Quali sono, per lei, i valori irrinunciabili del centrosinistra?
«L’impegno a rafforzare l’Europa, che è la grande sfida del nostro tempo e rappresenta l’alternativa alla destra sovranista ed etnonazionalista. Dentro questa cornice colloco anche il sostegno all’Ucraina, insieme alla ricerca della pace. Aiutare un popolo aggredito a difendersi è una questione di valori. Senza questa base comune le primarie diventerebbero una semplice conta destinata a produrre disgregazione».

Lei sostiene che la collocazione internazionale non possa essere rimessa ai gazebo. Perché?
«Perché noi ci richiamiamo alla Costituzione. La Costituzione è molto chiara: le scelte sulle alleanze internazionali non sono materia da referendum popolare. Credo che lo stesso principio debba valere per una coalizione che si ispira ai valori costituzionali. Su questi temi una classe dirigente si assume la responsabilità delle proprie decisioni e le motiva. Un ex presidente del Consiglio dovrebbe saperlo meglio di chiunque altro».

Il Partito democratico, su questo terreno, è stato abbastanza netto?
«Io condivido pienamente quanto dichiarato dalla segretaria la scorsa settimana: il Partito democratico sta con l’Ucraina per ragioni di principio. È una posizione limpida e credo sia proprio questa chiarezza a mettere in difficoltà Conte, spiegando anche la durezza della sua reazione».
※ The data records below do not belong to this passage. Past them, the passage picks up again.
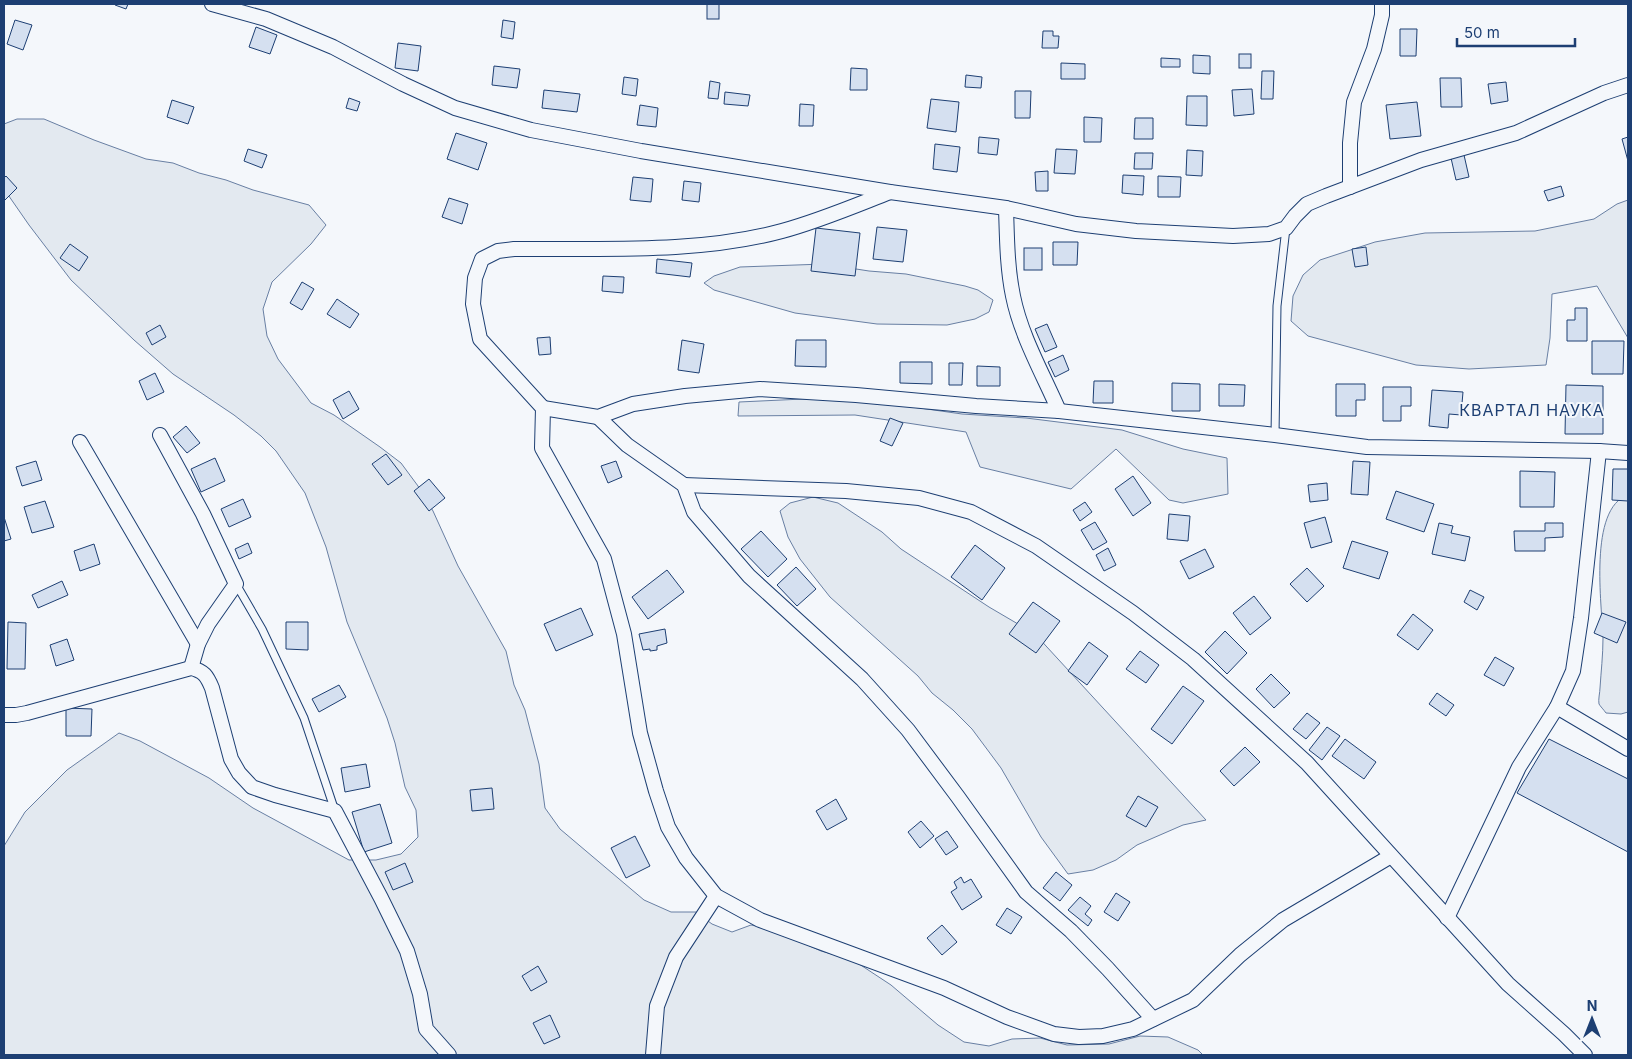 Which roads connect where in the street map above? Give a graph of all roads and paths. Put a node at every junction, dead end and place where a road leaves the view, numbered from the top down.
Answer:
1 (212, 4) edge
2 (1382, 4) edge
3 (1628, 85) edge
4 (1350, 187) junction
5 (890, 192) junction
6 (1006, 208) junction
7 (1286, 228) junction
8 (543, 408) junction
9 (1059, 411) junction
10 (598, 417) junction
11 (160, 434) dead end
12 (1275, 434) junction
13 (80, 442) dead end
14 (1599, 451) junction
15 (1628, 453) edge
16 (684, 485) junction
17 (236, 584) junction
18 (198, 644) junction
19 (191, 668) junction
20 (1557, 707) junction
21 (4, 715) edge
22 (1628, 750) edge
23 (335, 811) junction
24 (1391, 856) junction
25 (716, 896) junction
26 (1447, 918) junction
27 (1153, 1019) junction
28 (449, 1055) edge
29 (653, 1055) edge
30 (1585, 1055) edge

1 - 5 street
2 - 4 street
3 - 4 street
4 - 7 street
5 - 6 street
5 - 8 street
6 - 7 street
6 - 9 street
7 - 12 lane
8 - 10 street
8 - 25 street
9 - 10 street
9 - 12 street
10 - 16 street
11 - 17 street
12 - 14 street
13 - 18 street
14 - 15 street
14 - 20 street
16 - 24 street
16 - 27 street
17 - 18 street
17 - 23 lane
18 - 19 street
19 - 21 street
19 - 23 street
20 - 22 street
20 - 26 street
23 - 28 street
24 - 26 street
24 - 27 street
25 - 27 street
25 - 29 street
26 - 30 street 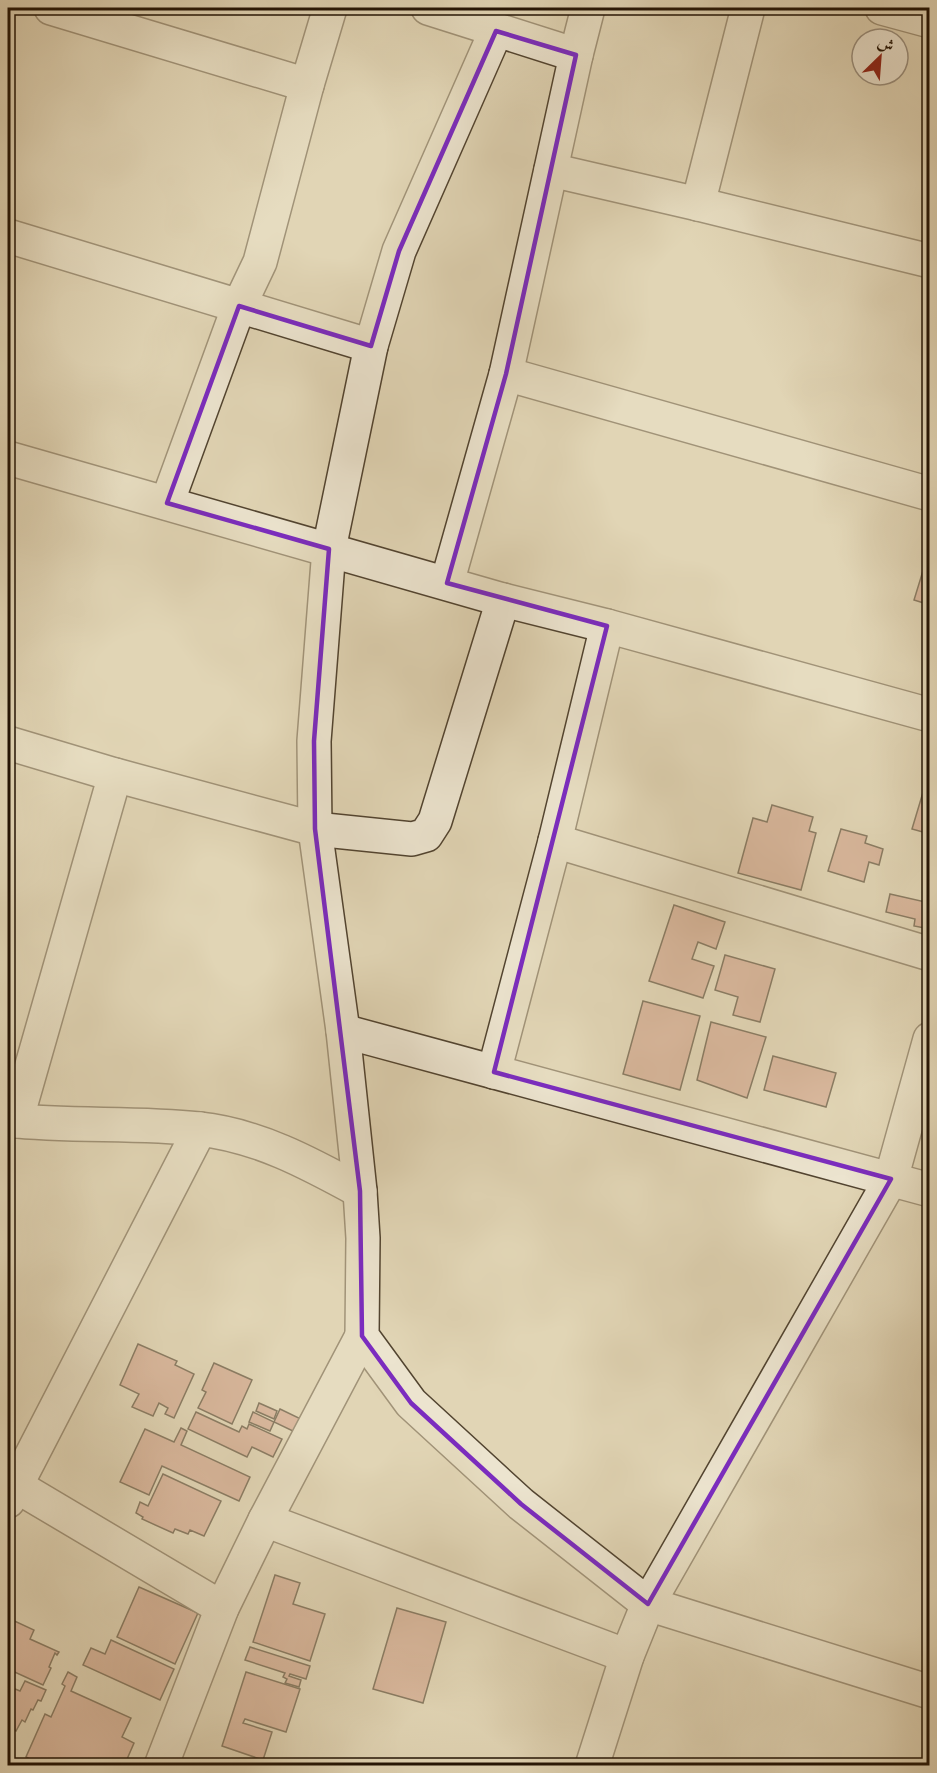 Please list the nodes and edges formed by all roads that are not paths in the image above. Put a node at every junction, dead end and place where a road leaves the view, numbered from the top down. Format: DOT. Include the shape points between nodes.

Teme che questo scontro possa compromettere la costruzione della coalizione?
«Sì. Mi preoccupa che questo modo di procedere rischi di impedirci perfino di arrivare uniti alle elezioni. Vedo una spregiudicatezza nella gestione di questi passaggi che potrebbe produrre fratture molto difficili da ricomporre».
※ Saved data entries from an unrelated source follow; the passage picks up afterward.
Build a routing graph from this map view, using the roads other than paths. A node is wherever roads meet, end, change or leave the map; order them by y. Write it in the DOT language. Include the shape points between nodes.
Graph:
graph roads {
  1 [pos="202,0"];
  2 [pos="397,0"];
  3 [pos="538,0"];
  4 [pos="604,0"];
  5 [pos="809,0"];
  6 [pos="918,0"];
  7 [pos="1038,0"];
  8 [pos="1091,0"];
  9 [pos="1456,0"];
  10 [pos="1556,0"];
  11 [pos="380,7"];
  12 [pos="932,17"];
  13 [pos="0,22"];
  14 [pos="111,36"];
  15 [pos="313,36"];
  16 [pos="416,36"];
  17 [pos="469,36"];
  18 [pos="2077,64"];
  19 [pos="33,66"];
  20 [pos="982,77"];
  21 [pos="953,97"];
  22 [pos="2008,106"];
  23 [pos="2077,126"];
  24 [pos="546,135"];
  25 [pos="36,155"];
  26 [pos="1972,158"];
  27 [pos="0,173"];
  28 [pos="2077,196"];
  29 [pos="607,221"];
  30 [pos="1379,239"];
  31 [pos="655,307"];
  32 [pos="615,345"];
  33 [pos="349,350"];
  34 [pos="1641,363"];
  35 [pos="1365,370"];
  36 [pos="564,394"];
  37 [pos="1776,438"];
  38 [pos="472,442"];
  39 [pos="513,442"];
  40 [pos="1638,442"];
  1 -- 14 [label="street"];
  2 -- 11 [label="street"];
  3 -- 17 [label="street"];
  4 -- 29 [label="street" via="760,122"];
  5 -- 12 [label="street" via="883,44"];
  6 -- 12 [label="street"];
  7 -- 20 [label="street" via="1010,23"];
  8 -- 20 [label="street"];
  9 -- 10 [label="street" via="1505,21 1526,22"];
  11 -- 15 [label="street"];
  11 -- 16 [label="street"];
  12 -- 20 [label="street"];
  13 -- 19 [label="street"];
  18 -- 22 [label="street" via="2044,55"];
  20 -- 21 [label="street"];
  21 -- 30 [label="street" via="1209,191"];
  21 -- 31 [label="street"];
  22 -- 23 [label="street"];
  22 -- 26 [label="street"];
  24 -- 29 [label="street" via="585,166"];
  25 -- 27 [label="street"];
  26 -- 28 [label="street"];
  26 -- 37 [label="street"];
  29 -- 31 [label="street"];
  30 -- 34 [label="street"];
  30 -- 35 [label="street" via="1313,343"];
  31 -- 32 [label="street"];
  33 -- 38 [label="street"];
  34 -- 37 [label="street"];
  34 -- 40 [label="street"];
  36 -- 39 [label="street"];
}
I sondaggi ipotizzano che Conte potrebbe essere competitivo alle primarie. La preoccupa?
«Le primarie sono sempre imprevedibili e io mi fido poco dei sondaggi, che spesso non riescono neppure a prevedere le elezioni vere. Le primarie servono a spiegare idee e confrontarsi con gli elettori, non a trasformarsi in una resa dei conti anticipata. Oggi è troppo presto per fare pronostici».

Pina Picierno conduce una battaglia molto netta sull’Ucraina e sulla difesa europea. Si riconosce nella sua impostazione?
«Ho grande stima di Pina e dell’energia con cui conduce le sue battaglie. Per me, però, il punto è un altro: dobbiamo pensare a come ci sveglieremo il giorno dopo le elezioni. Voglio che il Partito democratico, che è il principale partito della coalizione, resti saldo sulle posizioni giuste sull’Ucraina e sulla difesa europea. Non mi interessa avere ragione in una minoranza: voglio che queste ragioni diventino la postura dell’intero centrosinistra».

Vale ancora la pena combattere questa battaglia all’interno del Partito democratico?
«Assolutamente sì. Sarebbe un problema se la difesa dell’Ucraina restasse un tema per specialisti. È invece una questione fondamentale, che deve raccogliere un consenso maggioritario nel Paese, in Parlamento e anche nel mio partito. Se credi davvero in questi princìpi non ti basta dire di avere ragione: devi lavorare ogni giorno perché diventino patrimonio comune».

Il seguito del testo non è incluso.